*** Information supplied Section Begins ***

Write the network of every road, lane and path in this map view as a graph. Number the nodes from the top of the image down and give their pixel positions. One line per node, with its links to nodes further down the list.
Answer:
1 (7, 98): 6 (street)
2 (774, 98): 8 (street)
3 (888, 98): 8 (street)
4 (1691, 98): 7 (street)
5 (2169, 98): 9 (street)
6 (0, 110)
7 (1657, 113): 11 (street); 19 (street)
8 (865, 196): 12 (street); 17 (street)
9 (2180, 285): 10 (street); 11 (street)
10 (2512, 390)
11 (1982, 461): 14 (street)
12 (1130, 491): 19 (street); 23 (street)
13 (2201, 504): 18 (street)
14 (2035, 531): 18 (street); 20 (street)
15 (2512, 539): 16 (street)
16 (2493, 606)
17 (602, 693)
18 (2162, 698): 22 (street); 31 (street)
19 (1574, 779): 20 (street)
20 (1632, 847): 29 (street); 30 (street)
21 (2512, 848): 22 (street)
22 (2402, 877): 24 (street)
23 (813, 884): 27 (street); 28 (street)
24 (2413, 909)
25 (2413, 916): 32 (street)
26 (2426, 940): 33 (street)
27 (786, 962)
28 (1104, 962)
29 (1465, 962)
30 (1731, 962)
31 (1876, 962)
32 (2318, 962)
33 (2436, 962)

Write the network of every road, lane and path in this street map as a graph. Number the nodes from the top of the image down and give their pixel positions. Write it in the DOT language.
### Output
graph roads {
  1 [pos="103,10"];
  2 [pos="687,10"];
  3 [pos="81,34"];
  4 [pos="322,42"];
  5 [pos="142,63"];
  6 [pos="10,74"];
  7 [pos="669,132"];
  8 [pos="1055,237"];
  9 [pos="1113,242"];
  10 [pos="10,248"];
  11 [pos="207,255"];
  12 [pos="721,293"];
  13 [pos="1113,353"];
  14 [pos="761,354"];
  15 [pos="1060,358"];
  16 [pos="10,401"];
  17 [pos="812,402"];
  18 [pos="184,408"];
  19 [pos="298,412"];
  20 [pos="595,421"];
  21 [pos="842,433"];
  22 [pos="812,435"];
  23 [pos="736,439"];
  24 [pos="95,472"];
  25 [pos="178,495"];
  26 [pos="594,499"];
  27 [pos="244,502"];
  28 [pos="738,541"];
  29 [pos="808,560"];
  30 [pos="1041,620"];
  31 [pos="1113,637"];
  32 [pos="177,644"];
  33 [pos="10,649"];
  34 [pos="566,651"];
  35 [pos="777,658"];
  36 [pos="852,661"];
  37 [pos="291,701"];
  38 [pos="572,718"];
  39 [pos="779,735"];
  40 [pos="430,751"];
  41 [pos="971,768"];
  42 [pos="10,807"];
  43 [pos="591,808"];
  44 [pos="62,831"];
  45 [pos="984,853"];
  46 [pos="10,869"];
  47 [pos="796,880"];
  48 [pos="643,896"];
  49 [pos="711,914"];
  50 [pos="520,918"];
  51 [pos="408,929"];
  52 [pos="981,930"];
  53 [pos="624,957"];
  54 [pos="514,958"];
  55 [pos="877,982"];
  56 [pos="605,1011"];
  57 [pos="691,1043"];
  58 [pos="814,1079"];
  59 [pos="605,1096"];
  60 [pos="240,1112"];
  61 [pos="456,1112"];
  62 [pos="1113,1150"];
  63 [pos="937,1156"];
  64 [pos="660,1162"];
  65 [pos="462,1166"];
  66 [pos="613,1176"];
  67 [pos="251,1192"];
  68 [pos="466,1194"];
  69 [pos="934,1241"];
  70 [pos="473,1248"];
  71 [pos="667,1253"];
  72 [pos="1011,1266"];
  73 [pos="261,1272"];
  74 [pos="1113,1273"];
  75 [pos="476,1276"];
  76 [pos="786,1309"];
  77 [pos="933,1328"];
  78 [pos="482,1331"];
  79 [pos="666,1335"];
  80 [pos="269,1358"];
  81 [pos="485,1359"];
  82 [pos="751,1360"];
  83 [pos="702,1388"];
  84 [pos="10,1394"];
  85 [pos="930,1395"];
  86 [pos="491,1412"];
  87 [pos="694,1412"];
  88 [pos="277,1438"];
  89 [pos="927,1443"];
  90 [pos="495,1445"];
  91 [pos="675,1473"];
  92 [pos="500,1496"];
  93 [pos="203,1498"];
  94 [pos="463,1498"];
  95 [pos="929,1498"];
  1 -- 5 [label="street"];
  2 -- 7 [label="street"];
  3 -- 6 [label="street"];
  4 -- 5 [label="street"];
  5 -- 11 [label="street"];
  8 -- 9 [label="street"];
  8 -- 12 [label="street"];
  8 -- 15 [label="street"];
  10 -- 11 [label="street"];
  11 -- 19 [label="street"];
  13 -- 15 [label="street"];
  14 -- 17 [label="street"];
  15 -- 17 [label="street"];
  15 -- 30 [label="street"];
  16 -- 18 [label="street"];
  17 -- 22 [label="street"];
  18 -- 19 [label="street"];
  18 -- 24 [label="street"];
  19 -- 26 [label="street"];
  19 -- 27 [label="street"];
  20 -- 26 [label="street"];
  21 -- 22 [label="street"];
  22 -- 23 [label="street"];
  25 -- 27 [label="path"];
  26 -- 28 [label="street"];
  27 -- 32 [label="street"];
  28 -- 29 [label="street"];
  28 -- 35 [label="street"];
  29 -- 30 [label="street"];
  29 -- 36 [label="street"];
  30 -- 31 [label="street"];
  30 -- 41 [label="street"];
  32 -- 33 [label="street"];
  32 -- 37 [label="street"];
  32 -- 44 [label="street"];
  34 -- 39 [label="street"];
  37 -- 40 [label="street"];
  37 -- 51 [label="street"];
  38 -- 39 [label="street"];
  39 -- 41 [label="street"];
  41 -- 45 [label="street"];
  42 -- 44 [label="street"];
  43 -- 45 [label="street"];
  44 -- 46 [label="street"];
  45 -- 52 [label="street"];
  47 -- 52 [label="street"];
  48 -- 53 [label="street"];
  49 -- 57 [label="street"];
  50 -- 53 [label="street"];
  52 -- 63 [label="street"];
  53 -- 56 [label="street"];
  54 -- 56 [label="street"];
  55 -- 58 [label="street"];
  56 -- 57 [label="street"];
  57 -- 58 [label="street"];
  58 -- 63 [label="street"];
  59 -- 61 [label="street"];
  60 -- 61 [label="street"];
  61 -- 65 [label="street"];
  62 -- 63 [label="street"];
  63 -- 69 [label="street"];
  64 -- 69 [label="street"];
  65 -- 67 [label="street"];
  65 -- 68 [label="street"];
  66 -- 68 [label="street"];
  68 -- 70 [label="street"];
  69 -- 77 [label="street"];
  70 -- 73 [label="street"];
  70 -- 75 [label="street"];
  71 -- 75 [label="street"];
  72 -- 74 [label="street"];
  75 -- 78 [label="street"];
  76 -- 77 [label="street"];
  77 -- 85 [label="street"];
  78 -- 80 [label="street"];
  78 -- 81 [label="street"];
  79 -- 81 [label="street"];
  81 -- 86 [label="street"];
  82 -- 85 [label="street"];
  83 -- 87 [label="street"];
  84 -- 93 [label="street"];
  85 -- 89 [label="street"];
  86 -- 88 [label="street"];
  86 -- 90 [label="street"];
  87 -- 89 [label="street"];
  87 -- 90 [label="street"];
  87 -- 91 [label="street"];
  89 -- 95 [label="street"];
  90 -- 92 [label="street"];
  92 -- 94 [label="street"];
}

*** Information supplied Section Ends ***

> [What this task involves] Nothing in the records may change. Print all of them.

> [Solution for this exercise]
Write the network of every road, lane and path in this map view as a graph. Number the nodes from the top of the image down and give their pixel positions. One line per node, with its links to nodes further down the list.
Answer:
1 (7, 98): 6 (street)
2 (774, 98): 8 (street)
3 (888, 98): 8 (street)
4 (1691, 98): 7 (street)
5 (2169, 98): 9 (street)
6 (0, 110)
7 (1657, 113): 11 (street); 19 (street)
8 (865, 196): 12 (street); 17 (street)
9 (2180, 285): 10 (street); 11 (street)
10 (2512, 390)
11 (1982, 461): 14 (street)
12 (1130, 491): 19 (street); 23 (street)
13 (2201, 504): 18 (street)
14 (2035, 531): 18 (street); 20 (street)
15 (2512, 539): 16 (street)
16 (2493, 606)
17 (602, 693)
18 (2162, 698): 22 (street); 31 (street)
19 (1574, 779): 20 (street)
20 (1632, 847): 29 (street); 30 (street)
21 (2512, 848): 22 (street)
22 (2402, 877): 24 (street)
23 (813, 884): 27 (street); 28 (street)
24 (2413, 909)
25 (2413, 916): 32 (street)
26 (2426, 940): 33 (street)
27 (786, 962)
28 (1104, 962)
29 (1465, 962)
30 (1731, 962)
31 (1876, 962)
32 (2318, 962)
33 (2436, 962)

Write the network of every road, lane and path in this street map as a graph. Number the nodes from the top of the image down and give their pixel positions. Write it in the DOT language.
### Output
graph roads {
  1 [pos="103,10"];
  2 [pos="687,10"];
  3 [pos="81,34"];
  4 [pos="322,42"];
  5 [pos="142,63"];
  6 [pos="10,74"];
  7 [pos="669,132"];
  8 [pos="1055,237"];
  9 [pos="1113,242"];
  10 [pos="10,248"];
  11 [pos="207,255"];
  12 [pos="721,293"];
  13 [pos="1113,353"];
  14 [pos="761,354"];
  15 [pos="1060,358"];
  16 [pos="10,401"];
  17 [pos="812,402"];
  18 [pos="184,408"];
  19 [pos="298,412"];
  20 [pos="595,421"];
  21 [pos="842,433"];
  22 [pos="812,435"];
  23 [pos="736,439"];
  24 [pos="95,472"];
  25 [pos="178,495"];
  26 [pos="594,499"];
  27 [pos="244,502"];
  28 [pos="738,541"];
  29 [pos="808,560"];
  30 [pos="1041,620"];
  31 [pos="1113,637"];
  32 [pos="177,644"];
  33 [pos="10,649"];
  34 [pos="566,651"];
  35 [pos="777,658"];
  36 [pos="852,661"];
  37 [pos="291,701"];
  38 [pos="572,718"];
  39 [pos="779,735"];
  40 [pos="430,751"];
  41 [pos="971,768"];
  42 [pos="10,807"];
  43 [pos="591,808"];
  44 [pos="62,831"];
  45 [pos="984,853"];
  46 [pos="10,869"];
  47 [pos="796,880"];
  48 [pos="643,896"];
  49 [pos="711,914"];
  50 [pos="520,918"];
  51 [pos="408,929"];
  52 [pos="981,930"];
  53 [pos="624,957"];
  54 [pos="514,958"];
  55 [pos="877,982"];
  56 [pos="605,1011"];
  57 [pos="691,1043"];
  58 [pos="814,1079"];
  59 [pos="605,1096"];
  60 [pos="240,1112"];
  61 [pos="456,1112"];
  62 [pos="1113,1150"];
  63 [pos="937,1156"];
  64 [pos="660,1162"];
  65 [pos="462,1166"];
  66 [pos="613,1176"];
  67 [pos="251,1192"];
  68 [pos="466,1194"];
  69 [pos="934,1241"];
  70 [pos="473,1248"];
  71 [pos="667,1253"];
  72 [pos="1011,1266"];
  73 [pos="261,1272"];
  74 [pos="1113,1273"];
  75 [pos="476,1276"];
  76 [pos="786,1309"];
  77 [pos="933,1328"];
  78 [pos="482,1331"];
  79 [pos="666,1335"];
  80 [pos="269,1358"];
  81 [pos="485,1359"];
  82 [pos="751,1360"];
  83 [pos="702,1388"];
  84 [pos="10,1394"];
  85 [pos="930,1395"];
  86 [pos="491,1412"];
  87 [pos="694,1412"];
  88 [pos="277,1438"];
  89 [pos="927,1443"];
  90 [pos="495,1445"];
  91 [pos="675,1473"];
  92 [pos="500,1496"];
  93 [pos="203,1498"];
  94 [pos="463,1498"];
  95 [pos="929,1498"];
  1 -- 5 [label="street"];
  2 -- 7 [label="street"];
  3 -- 6 [label="street"];
  4 -- 5 [label="street"];
  5 -- 11 [label="street"];
  8 -- 9 [label="street"];
  8 -- 12 [label="street"];
  8 -- 15 [label="street"];
  10 -- 11 [label="street"];
  11 -- 19 [label="street"];
  13 -- 15 [label="street"];
  14 -- 17 [label="street"];
  15 -- 17 [label="street"];
  15 -- 30 [label="street"];
  16 -- 18 [label="street"];
  17 -- 22 [label="street"];
  18 -- 19 [label="street"];
  18 -- 24 [label="street"];
  19 -- 26 [label="street"];
  19 -- 27 [label="street"];
  20 -- 26 [label="street"];
  21 -- 22 [label="street"];
  22 -- 23 [label="street"];
  25 -- 27 [label="path"];
  26 -- 28 [label="street"];
  27 -- 32 [label="street"];
  28 -- 29 [label="street"];
  28 -- 35 [label="street"];
  29 -- 30 [label="street"];
  29 -- 36 [label="street"];
  30 -- 31 [label="street"];
  30 -- 41 [label="street"];
  32 -- 33 [label="street"];
  32 -- 37 [label="street"];
  32 -- 44 [label="street"];
  34 -- 39 [label="street"];
  37 -- 40 [label="street"];
  37 -- 51 [label="street"];
  38 -- 39 [label="street"];
  39 -- 41 [label="street"];
  41 -- 45 [label="street"];
  42 -- 44 [label="street"];
  43 -- 45 [label="street"];
  44 -- 46 [label="street"];
  45 -- 52 [label="street"];
  47 -- 52 [label="street"];
  48 -- 53 [label="street"];
  49 -- 57 [label="street"];
  50 -- 53 [label="street"];
  52 -- 63 [label="street"];
  53 -- 56 [label="street"];
  54 -- 56 [label="street"];
  55 -- 58 [label="street"];
  56 -- 57 [label="street"];
  57 -- 58 [label="street"];
  58 -- 63 [label="street"];
  59 -- 61 [label="street"];
  60 -- 61 [label="street"];
  61 -- 65 [label="street"];
  62 -- 63 [label="street"];
  63 -- 69 [label="street"];
  64 -- 69 [label="street"];
  65 -- 67 [label="street"];
  65 -- 68 [label="street"];
  66 -- 68 [label="street"];
  68 -- 70 [label="street"];
  69 -- 77 [label="street"];
  70 -- 73 [label="street"];
  70 -- 75 [label="street"];
  71 -- 75 [label="street"];
  72 -- 74 [label="street"];
  75 -- 78 [label="street"];
  76 -- 77 [label="street"];
  77 -- 85 [label="street"];
  78 -- 80 [label="street"];
  78 -- 81 [label="street"];
  79 -- 81 [label="street"];
  81 -- 86 [label="street"];
  82 -- 85 [label="street"];
  83 -- 87 [label="street"];
  84 -- 93 [label="street"];
  85 -- 89 [label="street"];
  86 -- 88 [label="street"];
  86 -- 90 [label="street"];
  87 -- 89 [label="street"];
  87 -- 90 [label="street"];
  87 -- 91 [label="street"];
  89 -- 95 [label="street"];
  90 -- 92 [label="street"];
  92 -- 94 [label="street"];
}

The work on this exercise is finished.